[SOURCE MATERIAL]
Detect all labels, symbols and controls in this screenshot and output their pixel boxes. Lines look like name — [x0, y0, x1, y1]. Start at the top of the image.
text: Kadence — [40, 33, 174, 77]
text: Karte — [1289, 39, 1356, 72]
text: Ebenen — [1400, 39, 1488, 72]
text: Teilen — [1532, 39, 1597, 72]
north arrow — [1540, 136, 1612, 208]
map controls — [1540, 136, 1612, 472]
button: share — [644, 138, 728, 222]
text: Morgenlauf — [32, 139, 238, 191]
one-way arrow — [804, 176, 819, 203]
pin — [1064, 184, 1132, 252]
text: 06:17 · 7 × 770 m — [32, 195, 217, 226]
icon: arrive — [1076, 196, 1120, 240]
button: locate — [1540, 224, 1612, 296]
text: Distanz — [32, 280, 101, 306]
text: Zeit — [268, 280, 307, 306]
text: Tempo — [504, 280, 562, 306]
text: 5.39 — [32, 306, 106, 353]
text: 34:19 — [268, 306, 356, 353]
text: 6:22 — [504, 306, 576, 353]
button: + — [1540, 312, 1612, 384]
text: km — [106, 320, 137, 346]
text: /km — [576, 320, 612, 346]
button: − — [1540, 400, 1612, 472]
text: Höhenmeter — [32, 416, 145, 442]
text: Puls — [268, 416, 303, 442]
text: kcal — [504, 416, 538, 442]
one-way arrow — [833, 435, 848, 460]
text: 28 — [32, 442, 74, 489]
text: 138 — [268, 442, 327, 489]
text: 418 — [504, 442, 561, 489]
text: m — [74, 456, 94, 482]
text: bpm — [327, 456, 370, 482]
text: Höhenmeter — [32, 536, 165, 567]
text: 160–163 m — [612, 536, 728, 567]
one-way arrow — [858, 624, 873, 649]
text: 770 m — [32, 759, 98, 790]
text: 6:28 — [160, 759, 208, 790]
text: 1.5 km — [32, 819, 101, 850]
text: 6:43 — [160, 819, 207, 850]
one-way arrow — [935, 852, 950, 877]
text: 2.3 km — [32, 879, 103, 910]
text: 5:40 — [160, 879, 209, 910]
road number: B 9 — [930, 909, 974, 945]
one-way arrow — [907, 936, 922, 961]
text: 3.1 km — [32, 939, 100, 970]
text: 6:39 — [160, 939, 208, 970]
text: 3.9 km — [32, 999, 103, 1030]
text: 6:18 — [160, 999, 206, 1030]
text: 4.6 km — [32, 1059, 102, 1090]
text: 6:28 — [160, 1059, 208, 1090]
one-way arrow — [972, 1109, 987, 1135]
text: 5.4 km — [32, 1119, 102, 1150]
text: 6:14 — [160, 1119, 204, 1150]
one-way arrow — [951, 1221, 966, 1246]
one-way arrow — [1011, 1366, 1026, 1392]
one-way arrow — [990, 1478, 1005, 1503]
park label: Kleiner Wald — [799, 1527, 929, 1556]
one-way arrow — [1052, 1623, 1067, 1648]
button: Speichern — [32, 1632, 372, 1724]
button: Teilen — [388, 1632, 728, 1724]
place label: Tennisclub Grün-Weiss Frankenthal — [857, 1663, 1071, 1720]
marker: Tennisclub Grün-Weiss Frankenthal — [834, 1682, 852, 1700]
[/SOURCE MATERIAL]
§ WHAT TO DO
Transcribe the entries above exactly.

§ WORKED SOLUTION
Detect all labels, symbols and controls in this screenshot and output their pixel boxes. Lines look like name — [x0, y0, x1, y1]. Start at the top of the image.
text: Kadence — [40, 33, 174, 77]
text: Karte — [1289, 39, 1356, 72]
text: Ebenen — [1400, 39, 1488, 72]
text: Teilen — [1532, 39, 1597, 72]
north arrow — [1540, 136, 1612, 208]
map controls — [1540, 136, 1612, 472]
button: share — [644, 138, 728, 222]
text: Morgenlauf — [32, 139, 238, 191]
one-way arrow — [804, 176, 819, 203]
pin — [1064, 184, 1132, 252]
text: 06:17 · 7 × 770 m — [32, 195, 217, 226]
icon: arrive — [1076, 196, 1120, 240]
button: locate — [1540, 224, 1612, 296]
text: Distanz — [32, 280, 101, 306]
text: Zeit — [268, 280, 307, 306]
text: Tempo — [504, 280, 562, 306]
text: 5.39 — [32, 306, 106, 353]
text: 34:19 — [268, 306, 356, 353]
text: 6:22 — [504, 306, 576, 353]
button: + — [1540, 312, 1612, 384]
text: km — [106, 320, 137, 346]
text: /km — [576, 320, 612, 346]
button: − — [1540, 400, 1612, 472]
text: Höhenmeter — [32, 416, 145, 442]
text: Puls — [268, 416, 303, 442]
text: kcal — [504, 416, 538, 442]
one-way arrow — [833, 435, 848, 460]
text: 28 — [32, 442, 74, 489]
text: 138 — [268, 442, 327, 489]
text: 418 — [504, 442, 561, 489]
text: m — [74, 456, 94, 482]
text: bpm — [327, 456, 370, 482]
text: Höhenmeter — [32, 536, 165, 567]
text: 160–163 m — [612, 536, 728, 567]
one-way arrow — [858, 624, 873, 649]
text: 770 m — [32, 759, 98, 790]
text: 6:28 — [160, 759, 208, 790]
text: 1.5 km — [32, 819, 101, 850]
text: 6:43 — [160, 819, 207, 850]
one-way arrow — [935, 852, 950, 877]
text: 2.3 km — [32, 879, 103, 910]
text: 5:40 — [160, 879, 209, 910]
road number: B 9 — [930, 909, 974, 945]
one-way arrow — [907, 936, 922, 961]
text: 3.1 km — [32, 939, 100, 970]
text: 6:39 — [160, 939, 208, 970]
text: 3.9 km — [32, 999, 103, 1030]
text: 6:18 — [160, 999, 206, 1030]
text: 4.6 km — [32, 1059, 102, 1090]
text: 6:28 — [160, 1059, 208, 1090]
one-way arrow — [972, 1109, 987, 1135]
text: 5.4 km — [32, 1119, 102, 1150]
text: 6:14 — [160, 1119, 204, 1150]
one-way arrow — [951, 1221, 966, 1246]
one-way arrow — [1011, 1366, 1026, 1392]
one-way arrow — [990, 1478, 1005, 1503]
park label: Kleiner Wald — [799, 1527, 929, 1556]
one-way arrow — [1052, 1623, 1067, 1648]
button: Speichern — [32, 1632, 372, 1724]
button: Teilen — [388, 1632, 728, 1724]
place label: Tennisclub Grün-Weiss Frankenthal — [857, 1663, 1071, 1720]
marker: Tennisclub Grün-Weiss Frankenthal — [834, 1682, 852, 1700]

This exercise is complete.